| Prompt |
Return a copy of every line in the records that includes the word "roads".

══ Material shown ══

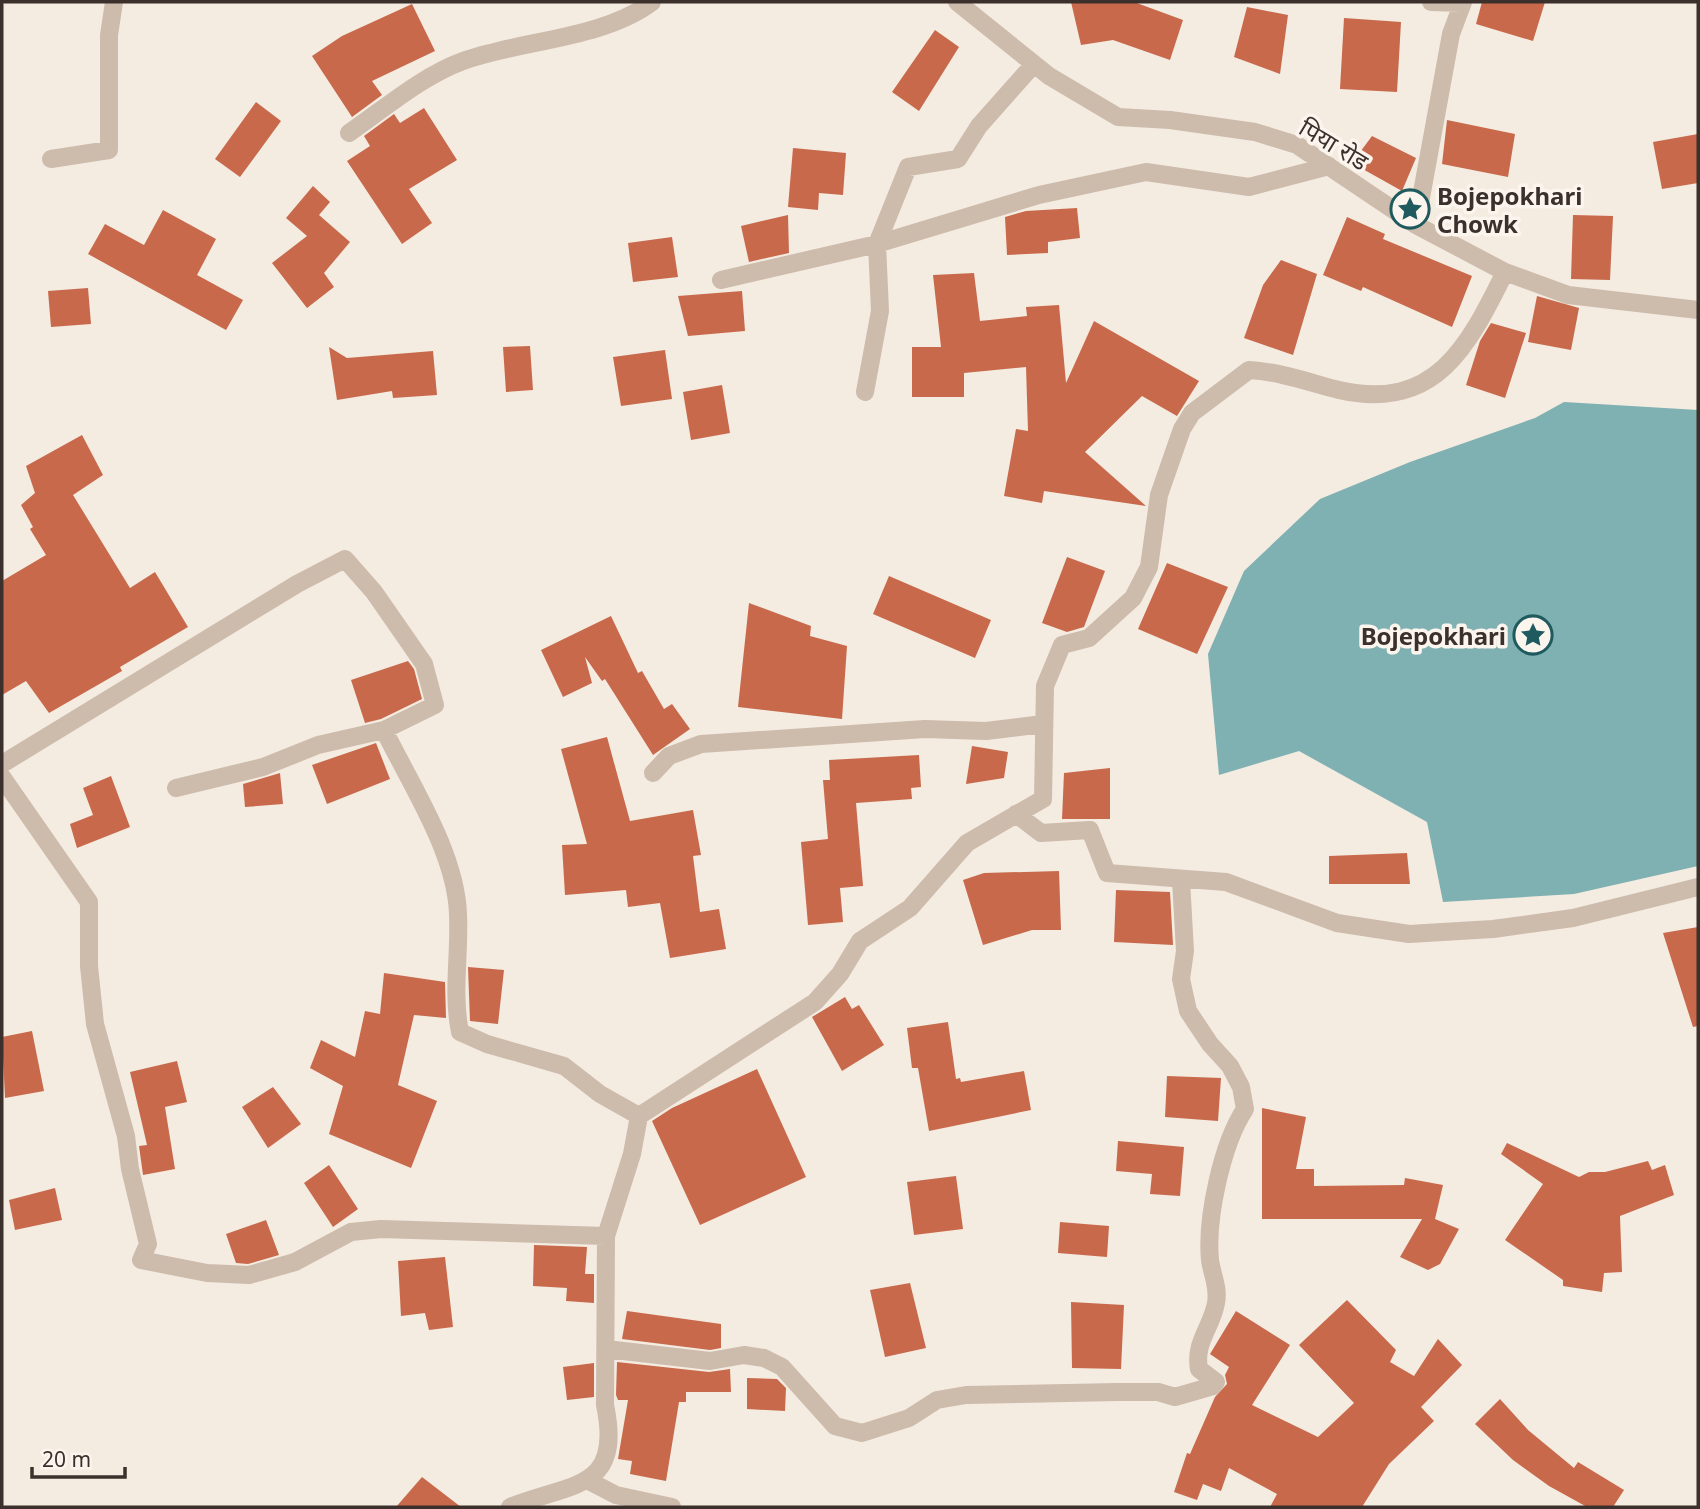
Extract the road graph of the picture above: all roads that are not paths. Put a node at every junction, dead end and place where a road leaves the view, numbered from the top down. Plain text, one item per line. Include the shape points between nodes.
1 (114, 2) edge
2 (652, 2) edge
3 (957, 2) edge
4 (1431, 2) edge
5 (1463, 2) edge
6 (1034, 64) junction
7 (349, 133) dead end
8 (51, 159) dead end
9 (1329, 166) junction
10 (1416, 225) junction
11 (877, 244) junction
12 (1505, 272) junction
13 (721, 280) dead end
14 (1698, 310) edge
15 (865, 393) dead end
16 (1043, 724) junction
17 (384, 730) junction
18 (2, 764) edge
19 (653, 773) dead end
20 (2, 777) edge
21 (176, 788) dead end
22 (1016, 814) junction
23 (1181, 880) junction
24 (1698, 887) edge
25 (639, 1116) junction
26 (606, 1236) junction
27 (606, 1349) junction
28 (589, 1481) junction
29 (510, 1507) edge
30 (672, 1507) edge

1 - 8 street via 109,35 109,150
2 - 7 street via 636,14 459,62
3 - 6 street, पिया रोड
4 - 5 street
5 - 10 street via 1451,34
6 - 9 street, पिया रोड via 1118,117 1255,132 1297,145
6 - 11 street via 979,126 958,159 908,167
9 - 10 street, पिया रोड
9 - 11 street via 1249,187 1146,172 1039,195
10 - 12 street, पिया रोड
11 - 13 street
11 - 15 street via 880,312
12 - 14 street, पिया रोड via 1568,295
12 - 16 street via 1451,363 1405,393 1340,390 1281,372 1249,370 1192,413 1159,495 1149,567 1117,617 1090,639 1062,645 1045,686
16 - 19 street via 986,731 925,729 701,744 669,756
16 - 22 street via 1043,799
17 - 18 street via 435,705 424,664 345,559
17 - 21 street
17 - 25 street via 449,862 458,912 454,1004 460,1032 564,1066
20 - 26 street via 89,902 94,1024 126,1136 148,1244 141,1260 207,1273 249,1275 295,1262 351,1232
22 - 23 street via 1041,833 1090,830 1107,873
22 - 25 street via 967,843 910,908 860,941 816,1002
23 - 24 street via 1226,882 1337,923 1409,934 1573,918
23 - 27 street via 1185,951 1181,979 1188,1010 1230,1066 1245,1109 1232,1128 1213,1220 1210,1261 1216,1304 1199,1341 1199,1369 1216,1382 1213,1386 1175,1397 1158,1392 966,1395 937,1400 909,1418 862,1433 835,1426 782,1367 764,1358 710,1362
25 - 26 street
26 - 27 street
27 - 28 street via 608,1459
28 - 29 street
28 - 30 street via 616,1495

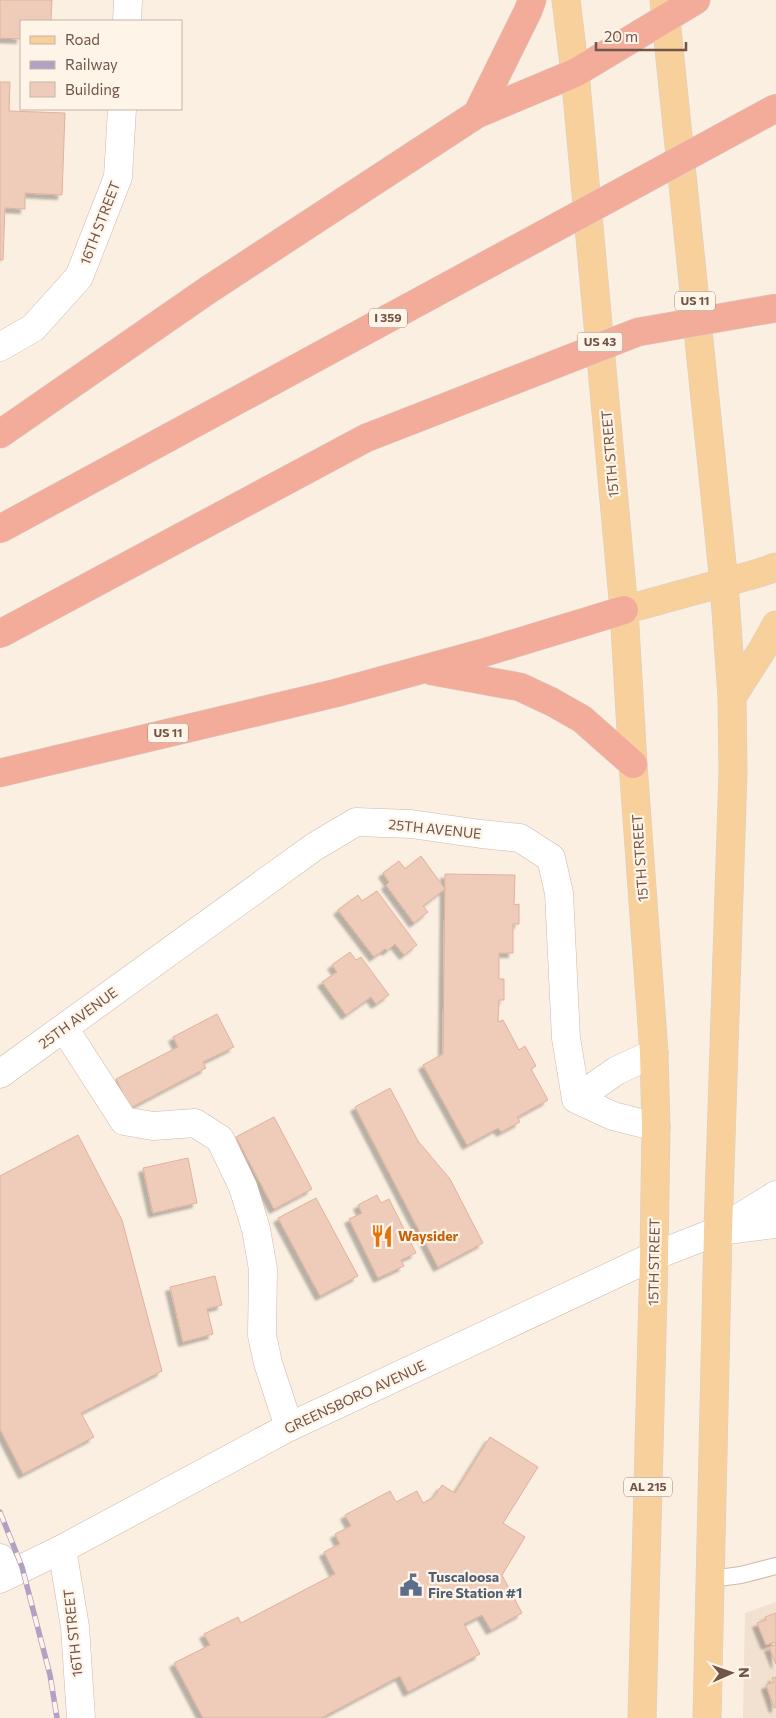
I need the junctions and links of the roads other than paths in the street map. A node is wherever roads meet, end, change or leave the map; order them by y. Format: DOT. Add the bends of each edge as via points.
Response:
graph roads {
  1 [pos="128,0"];
  2 [pos="532,0"];
  3 [pos="566,0"];
  4 [pos="696,0"];
  5 [pos="665,9"];
  6 [pos="127,20"];
  7 [pos="575,73"];
  8 [pos="776,108"];
  9 [pos="122,110"];
  10 [pos="477,114"];
  11 [pos="776,308"];
  12 [pos="0,347"];
  13 [pos="0,434"];
  14 [pos="0,529"];
  15 [pos="776,567"];
  16 [pos="724,583"];
  17 [pos="624,610"];
  18 [pos="776,625"];
  19 [pos="0,634"];
  20 [pos="423,669"];
  21 [pos="732,697"];
  22 [pos="633,764"];
  23 [pos="0,773"];
  24 [pos="64,1028"];
  25 [pos="654,1053"];
  26 [pos="0,1074"];
  27 [pos="576,1099"];
  28 [pos="656,1127"];
  29 [pos="776,1195"];
  30 [pos="776,1224"];
  31 [pos="718,1232"];
  32 [pos="654,1256"];
  33 [pos="289,1427"];
  34 [pos="62,1549"];
  35 [pos="776,1566"];
  36 [pos="2,1571"];
  37 [pos="710,1579"];
  38 [pos="81,1718"];
  39 [pos="642,1718"];
  40 [pos="708,1718"];
  1 -- 6 [label="street"];
  2 -- 10 [label="highway"];
  3 -- 7 [label="main road, 15TH STREET / US 43"];
  4 -- 5 [label="highway"];
  5 -- 7 [label="highway"];
  5 -- 16 [label="main road, US 11"];
  7 -- 10 [label="highway"];
  7 -- 17 [label="main road, 15TH STREET / US 43"];
  8 -- 14 [label="highway, I 359, bridge"];
  9 -- 12 [label="street, 16TH STREET" via="118,177 79,277 33,328"];
  10 -- 13 [label="highway" via="208,290"];
  11 -- 19 [label="highway, bridge" via="638,332 366,438"];
  15 -- 16 [label="main road"];
  16 -- 17 [label="main road, US 11"];
  16 -- 21 [label="main road"];
  17 -- 20 [label="highway, US 11"];
  17 -- 22 [label="main road, 15TH STREET"];
  18 -- 21 [label="main road"];
  20 -- 22 [label="highway" via="520,687 582,719"];
  20 -- 23 [label="highway, US 11" via="336,693"];
  21 -- 31 [label="main road" via="733,771"];
  22 -- 25 [label="main road, 15TH STREET"];
  24 -- 26 [label="street, 25TH AVENUE"];
  24 -- 27 [label="street, 25TH AVENUE" via="314,847 356,822 411,824 520,838 550,858 559,893 566,1038"];
  24 -- 33 [label="street" via="124,1121 153,1126 195,1123 220,1138 243,1187 256,1229 263,1269 262,1335"];
  25 -- 27 [label="street" via="616,1071"];
  25 -- 28 [label="main road, 15TH STREET"];
  27 -- 28 [label="street" via="612,1116"];
  28 -- 32 [label="main road, 15TH STREET"];
  29 -- 31 [label="street, GREENSBORO AVENUE"];
  30 -- 31 [label="street, GREENSBORO AVENUE"];
  31 -- 32 [label="street, GREENSBORO AVENUE"];
  31 -- 37 [label="main road"];
  32 -- 33 [label="street, GREENSBORO AVENUE"];
  32 -- 39 [label="main road, 15TH STREET / AL 215"];
  33 -- 34 [label="street, GREENSBORO AVENUE"];
  34 -- 36 [label="street, GREENSBORO AVENUE"];
  34 -- 38 [label="street, 16TH STREET" via="75,1627"];
  35 -- 37 [label="lane"];
  37 -- 40 [label="main road"];
}
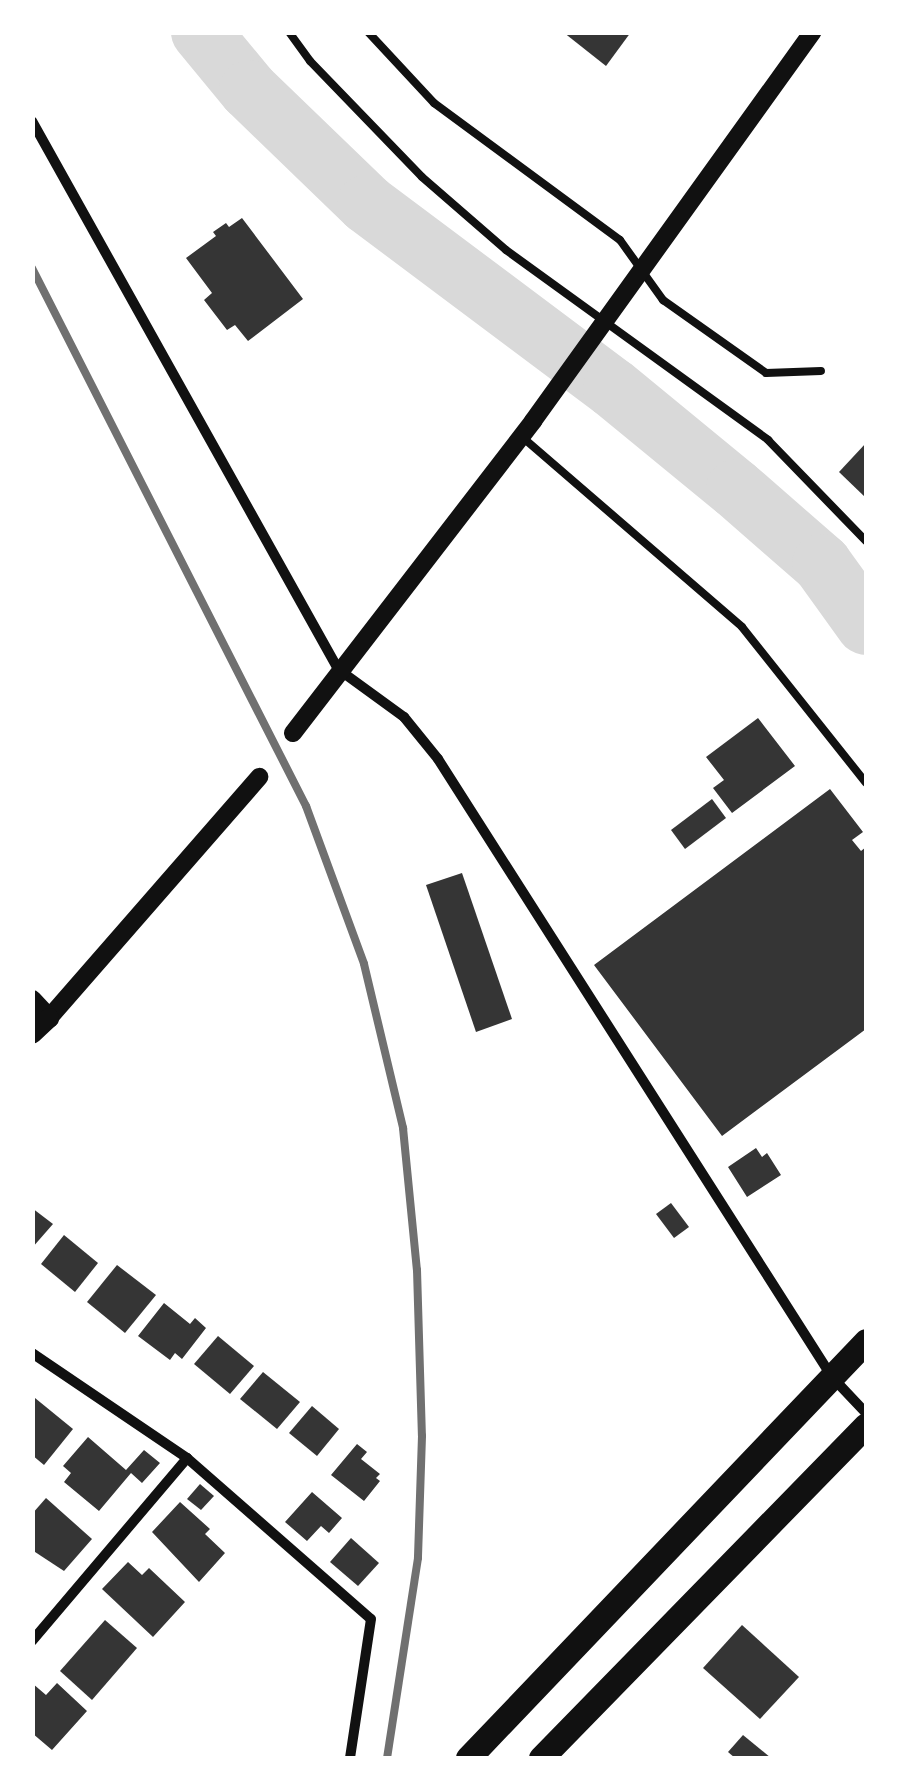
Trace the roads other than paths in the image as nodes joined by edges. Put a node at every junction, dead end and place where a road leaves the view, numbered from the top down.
1 (289, 32) edge
2 (368, 32) edge
3 (814, 32) edge
4 (32, 120) edge
5 (642, 270) junction
6 (603, 324) junction
7 (822, 371) dead end
8 (527, 428) junction
9 (866, 541) edge
10 (338, 669) junction
11 (293, 733) dead end
12 (259, 777) dead end
13 (866, 784) edge
14 (32, 1000) edge
15 (49, 1018) junction
16 (32, 1034) edge
17 (866, 1341) edge
18 (32, 1352) edge
19 (832, 1377) junction
20 (866, 1413) edge
21 (866, 1425) edge
22 (187, 1458) junction
23 (32, 1642) edge
24 (350, 1758) edge
25 (468, 1758) edge
26 (541, 1758) edge

1 - 6 lane
2 - 5 lane
3 - 5 street
4 - 10 street
5 - 6 street
5 - 7 lane
6 - 8 street
6 - 9 lane
8 - 10 street
8 - 13 lane
10 - 11 street
10 - 19 street
12 - 15 street
14 - 15 main road
15 - 16 main road
17 - 19 highway
18 - 22 street
19 - 20 street
19 - 25 highway
21 - 26 highway
22 - 23 street
22 - 24 street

═══

| Result of the exercise |
Extract the road graph of the picture above: all roads that are not paths. Put a node at every junction, dead end and place where a road leaves the view, numbered from the top down. Plain text, one item per line. Include the shape points between nodes.
I need the junctions and links of the roads other than paths in the street map. A node is wherever roads meet, end, change or leave the map; order them by y. Format: DOT. Add the bends of each edge as via points.
graph roads {
Trace the roads other than paths in the image as nodes joined by edges. Put a node at every junction, dead end and place where a road leaves the view, numbered from the top down.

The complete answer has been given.